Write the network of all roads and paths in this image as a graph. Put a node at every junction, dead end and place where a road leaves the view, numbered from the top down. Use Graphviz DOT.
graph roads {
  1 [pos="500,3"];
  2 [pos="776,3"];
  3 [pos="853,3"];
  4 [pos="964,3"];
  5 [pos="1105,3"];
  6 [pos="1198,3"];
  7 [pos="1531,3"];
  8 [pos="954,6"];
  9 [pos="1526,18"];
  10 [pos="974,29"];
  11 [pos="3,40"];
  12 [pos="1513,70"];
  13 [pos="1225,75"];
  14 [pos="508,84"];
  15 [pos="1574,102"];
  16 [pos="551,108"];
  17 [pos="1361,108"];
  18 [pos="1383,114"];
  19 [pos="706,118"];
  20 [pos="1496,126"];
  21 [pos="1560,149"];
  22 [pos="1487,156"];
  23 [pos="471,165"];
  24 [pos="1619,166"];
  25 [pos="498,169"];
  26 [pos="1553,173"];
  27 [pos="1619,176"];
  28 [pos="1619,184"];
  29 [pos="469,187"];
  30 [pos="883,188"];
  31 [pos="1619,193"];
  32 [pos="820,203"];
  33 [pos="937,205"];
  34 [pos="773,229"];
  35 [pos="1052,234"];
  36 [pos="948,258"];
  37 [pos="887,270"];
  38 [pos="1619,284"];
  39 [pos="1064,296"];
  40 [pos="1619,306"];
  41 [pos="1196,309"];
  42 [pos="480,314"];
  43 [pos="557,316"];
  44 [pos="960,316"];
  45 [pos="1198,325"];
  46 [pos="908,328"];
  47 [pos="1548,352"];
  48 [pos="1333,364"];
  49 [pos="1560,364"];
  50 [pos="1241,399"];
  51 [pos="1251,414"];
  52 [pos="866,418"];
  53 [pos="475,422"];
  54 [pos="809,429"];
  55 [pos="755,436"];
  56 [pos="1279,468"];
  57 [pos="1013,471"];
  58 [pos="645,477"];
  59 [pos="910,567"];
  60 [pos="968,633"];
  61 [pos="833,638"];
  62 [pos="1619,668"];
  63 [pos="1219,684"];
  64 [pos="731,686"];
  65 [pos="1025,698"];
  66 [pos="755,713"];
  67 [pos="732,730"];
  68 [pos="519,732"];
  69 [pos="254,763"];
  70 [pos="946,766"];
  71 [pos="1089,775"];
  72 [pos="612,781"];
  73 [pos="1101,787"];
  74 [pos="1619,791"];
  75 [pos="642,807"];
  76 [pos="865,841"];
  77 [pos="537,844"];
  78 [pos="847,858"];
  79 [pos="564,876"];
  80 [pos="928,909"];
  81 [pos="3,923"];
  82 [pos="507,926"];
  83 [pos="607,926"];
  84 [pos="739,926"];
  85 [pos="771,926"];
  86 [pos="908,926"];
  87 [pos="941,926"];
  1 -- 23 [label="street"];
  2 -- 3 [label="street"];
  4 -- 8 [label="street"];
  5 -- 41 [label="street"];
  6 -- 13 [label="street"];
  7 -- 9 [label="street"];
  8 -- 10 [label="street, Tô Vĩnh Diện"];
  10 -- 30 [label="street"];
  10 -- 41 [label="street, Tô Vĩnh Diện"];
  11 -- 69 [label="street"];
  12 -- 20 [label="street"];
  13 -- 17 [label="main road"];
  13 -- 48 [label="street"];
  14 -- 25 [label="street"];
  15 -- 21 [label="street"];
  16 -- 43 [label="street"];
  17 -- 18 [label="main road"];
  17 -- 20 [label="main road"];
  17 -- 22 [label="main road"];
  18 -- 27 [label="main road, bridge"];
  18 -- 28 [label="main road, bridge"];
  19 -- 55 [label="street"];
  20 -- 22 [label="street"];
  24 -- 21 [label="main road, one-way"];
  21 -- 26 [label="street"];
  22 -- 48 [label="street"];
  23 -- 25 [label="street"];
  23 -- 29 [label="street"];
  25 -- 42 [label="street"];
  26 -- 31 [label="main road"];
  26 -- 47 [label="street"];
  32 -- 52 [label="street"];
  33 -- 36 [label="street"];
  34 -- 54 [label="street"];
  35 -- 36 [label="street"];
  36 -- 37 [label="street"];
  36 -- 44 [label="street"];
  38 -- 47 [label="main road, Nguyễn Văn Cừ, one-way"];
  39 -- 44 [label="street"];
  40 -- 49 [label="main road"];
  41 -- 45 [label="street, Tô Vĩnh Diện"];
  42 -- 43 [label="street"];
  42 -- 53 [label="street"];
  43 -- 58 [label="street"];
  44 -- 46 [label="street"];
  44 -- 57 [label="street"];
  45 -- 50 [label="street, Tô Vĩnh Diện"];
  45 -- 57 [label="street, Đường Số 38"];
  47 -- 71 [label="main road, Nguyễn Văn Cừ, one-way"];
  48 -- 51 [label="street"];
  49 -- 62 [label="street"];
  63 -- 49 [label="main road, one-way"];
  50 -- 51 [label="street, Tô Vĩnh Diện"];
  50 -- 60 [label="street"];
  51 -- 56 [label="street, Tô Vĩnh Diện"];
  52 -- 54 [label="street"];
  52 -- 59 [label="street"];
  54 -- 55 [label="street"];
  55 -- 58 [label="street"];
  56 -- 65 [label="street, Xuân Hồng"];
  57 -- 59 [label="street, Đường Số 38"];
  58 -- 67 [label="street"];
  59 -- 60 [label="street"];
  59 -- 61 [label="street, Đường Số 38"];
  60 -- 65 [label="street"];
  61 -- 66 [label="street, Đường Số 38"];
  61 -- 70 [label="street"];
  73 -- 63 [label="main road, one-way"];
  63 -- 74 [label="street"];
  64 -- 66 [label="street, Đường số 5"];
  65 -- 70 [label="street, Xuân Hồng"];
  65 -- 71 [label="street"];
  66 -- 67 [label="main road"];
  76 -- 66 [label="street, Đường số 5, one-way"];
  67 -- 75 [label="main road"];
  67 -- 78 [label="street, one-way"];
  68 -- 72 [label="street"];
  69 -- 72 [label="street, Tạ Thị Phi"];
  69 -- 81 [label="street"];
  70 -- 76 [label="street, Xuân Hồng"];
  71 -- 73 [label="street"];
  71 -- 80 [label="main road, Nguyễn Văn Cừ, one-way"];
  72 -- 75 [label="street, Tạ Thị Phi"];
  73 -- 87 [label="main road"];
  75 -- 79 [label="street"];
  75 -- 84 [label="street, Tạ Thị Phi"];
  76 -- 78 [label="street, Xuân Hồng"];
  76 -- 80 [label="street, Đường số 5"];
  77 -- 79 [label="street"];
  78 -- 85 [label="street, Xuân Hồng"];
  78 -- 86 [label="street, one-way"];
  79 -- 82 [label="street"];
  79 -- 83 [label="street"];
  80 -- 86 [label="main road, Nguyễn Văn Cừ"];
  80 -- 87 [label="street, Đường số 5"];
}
________________________
TASK DETAILS - Once you have read the records above, set every one of them down again exactly.

SOLUTION TO THIS PROBLEM -
Write the network of all roads and paths in this image as a graph. Put a node at every junction, dead end and place where a road leaves the view, numbered from the top down. Use Graphviz DOT.
graph roads {
  1 [pos="500,3"];
  2 [pos="776,3"];
  3 [pos="853,3"];
  4 [pos="964,3"];
  5 [pos="1105,3"];
  6 [pos="1198,3"];
  7 [pos="1531,3"];
  8 [pos="954,6"];
  9 [pos="1526,18"];
  10 [pos="974,29"];
  11 [pos="3,40"];
  12 [pos="1513,70"];
  13 [pos="1225,75"];
  14 [pos="508,84"];
  15 [pos="1574,102"];
  16 [pos="551,108"];
  17 [pos="1361,108"];
  18 [pos="1383,114"];
  19 [pos="706,118"];
  20 [pos="1496,126"];
  21 [pos="1560,149"];
  22 [pos="1487,156"];
  23 [pos="471,165"];
  24 [pos="1619,166"];
  25 [pos="498,169"];
  26 [pos="1553,173"];
  27 [pos="1619,176"];
  28 [pos="1619,184"];
  29 [pos="469,187"];
  30 [pos="883,188"];
  31 [pos="1619,193"];
  32 [pos="820,203"];
  33 [pos="937,205"];
  34 [pos="773,229"];
  35 [pos="1052,234"];
  36 [pos="948,258"];
  37 [pos="887,270"];
  38 [pos="1619,284"];
  39 [pos="1064,296"];
  40 [pos="1619,306"];
  41 [pos="1196,309"];
  42 [pos="480,314"];
  43 [pos="557,316"];
  44 [pos="960,316"];
  45 [pos="1198,325"];
  46 [pos="908,328"];
  47 [pos="1548,352"];
  48 [pos="1333,364"];
  49 [pos="1560,364"];
  50 [pos="1241,399"];
  51 [pos="1251,414"];
  52 [pos="866,418"];
  53 [pos="475,422"];
  54 [pos="809,429"];
  55 [pos="755,436"];
  56 [pos="1279,468"];
  57 [pos="1013,471"];
  58 [pos="645,477"];
  59 [pos="910,567"];
  60 [pos="968,633"];
  61 [pos="833,638"];
  62 [pos="1619,668"];
  63 [pos="1219,684"];
  64 [pos="731,686"];
  65 [pos="1025,698"];
  66 [pos="755,713"];
  67 [pos="732,730"];
  68 [pos="519,732"];
  69 [pos="254,763"];
  70 [pos="946,766"];
  71 [pos="1089,775"];
  72 [pos="612,781"];
  73 [pos="1101,787"];
  74 [pos="1619,791"];
  75 [pos="642,807"];
  76 [pos="865,841"];
  77 [pos="537,844"];
  78 [pos="847,858"];
  79 [pos="564,876"];
  80 [pos="928,909"];
  81 [pos="3,923"];
  82 [pos="507,926"];
  83 [pos="607,926"];
  84 [pos="739,926"];
  85 [pos="771,926"];
  86 [pos="908,926"];
  87 [pos="941,926"];
  1 -- 23 [label="street"];
  2 -- 3 [label="street"];
  4 -- 8 [label="street"];
  5 -- 41 [label="street"];
  6 -- 13 [label="street"];
  7 -- 9 [label="street"];
  8 -- 10 [label="street, Tô Vĩnh Diện"];
  10 -- 30 [label="street"];
  10 -- 41 [label="street, Tô Vĩnh Diện"];
  11 -- 69 [label="street"];
  12 -- 20 [label="street"];
  13 -- 17 [label="main road"];
  13 -- 48 [label="street"];
  14 -- 25 [label="street"];
  15 -- 21 [label="street"];
  16 -- 43 [label="street"];
  17 -- 18 [label="main road"];
  17 -- 20 [label="main road"];
  17 -- 22 [label="main road"];
  18 -- 27 [label="main road, bridge"];
  18 -- 28 [label="main road, bridge"];
  19 -- 55 [label="street"];
  20 -- 22 [label="street"];
  24 -- 21 [label="main road, one-way"];
  21 -- 26 [label="street"];
  22 -- 48 [label="street"];
  23 -- 25 [label="street"];
  23 -- 29 [label="street"];
  25 -- 42 [label="street"];
  26 -- 31 [label="main road"];
  26 -- 47 [label="street"];
  32 -- 52 [label="street"];
  33 -- 36 [label="street"];
  34 -- 54 [label="street"];
  35 -- 36 [label="street"];
  36 -- 37 [label="street"];
  36 -- 44 [label="street"];
  38 -- 47 [label="main road, Nguyễn Văn Cừ, one-way"];
  39 -- 44 [label="street"];
  40 -- 49 [label="main road"];
  41 -- 45 [label="street, Tô Vĩnh Diện"];
  42 -- 43 [label="street"];
  42 -- 53 [label="street"];
  43 -- 58 [label="street"];
  44 -- 46 [label="street"];
  44 -- 57 [label="street"];
  45 -- 50 [label="street, Tô Vĩnh Diện"];
  45 -- 57 [label="street, Đường Số 38"];
  47 -- 71 [label="main road, Nguyễn Văn Cừ, one-way"];
  48 -- 51 [label="street"];
  49 -- 62 [label="street"];
  63 -- 49 [label="main road, one-way"];
  50 -- 51 [label="street, Tô Vĩnh Diện"];
  50 -- 60 [label="street"];
  51 -- 56 [label="street, Tô Vĩnh Diện"];
  52 -- 54 [label="street"];
  52 -- 59 [label="street"];
  54 -- 55 [label="street"];
  55 -- 58 [label="street"];
  56 -- 65 [label="street, Xuân Hồng"];
  57 -- 59 [label="street, Đường Số 38"];
  58 -- 67 [label="street"];
  59 -- 60 [label="street"];
  59 -- 61 [label="street, Đường Số 38"];
  60 -- 65 [label="street"];
  61 -- 66 [label="street, Đường Số 38"];
  61 -- 70 [label="street"];
  73 -- 63 [label="main road, one-way"];
  63 -- 74 [label="street"];
  64 -- 66 [label="street, Đường số 5"];
  65 -- 70 [label="street, Xuân Hồng"];
  65 -- 71 [label="street"];
  66 -- 67 [label="main road"];
  76 -- 66 [label="street, Đường số 5, one-way"];
  67 -- 75 [label="main road"];
  67 -- 78 [label="street, one-way"];
  68 -- 72 [label="street"];
  69 -- 72 [label="street, Tạ Thị Phi"];
  69 -- 81 [label="street"];
  70 -- 76 [label="street, Xuân Hồng"];
  71 -- 73 [label="street"];
  71 -- 80 [label="main road, Nguyễn Văn Cừ, one-way"];
  72 -- 75 [label="street, Tạ Thị Phi"];
  73 -- 87 [label="main road"];
  75 -- 79 [label="street"];
  75 -- 84 [label="street, Tạ Thị Phi"];
  76 -- 78 [label="street, Xuân Hồng"];
  76 -- 80 [label="street, Đường số 5"];
  77 -- 79 [label="street"];
  78 -- 85 [label="street, Xuân Hồng"];
  78 -- 86 [label="street, one-way"];
  79 -- 82 [label="street"];
  79 -- 83 [label="street"];
  80 -- 86 [label="main road, Nguyễn Văn Cừ"];
  80 -- 87 [label="street, Đường số 5"];
}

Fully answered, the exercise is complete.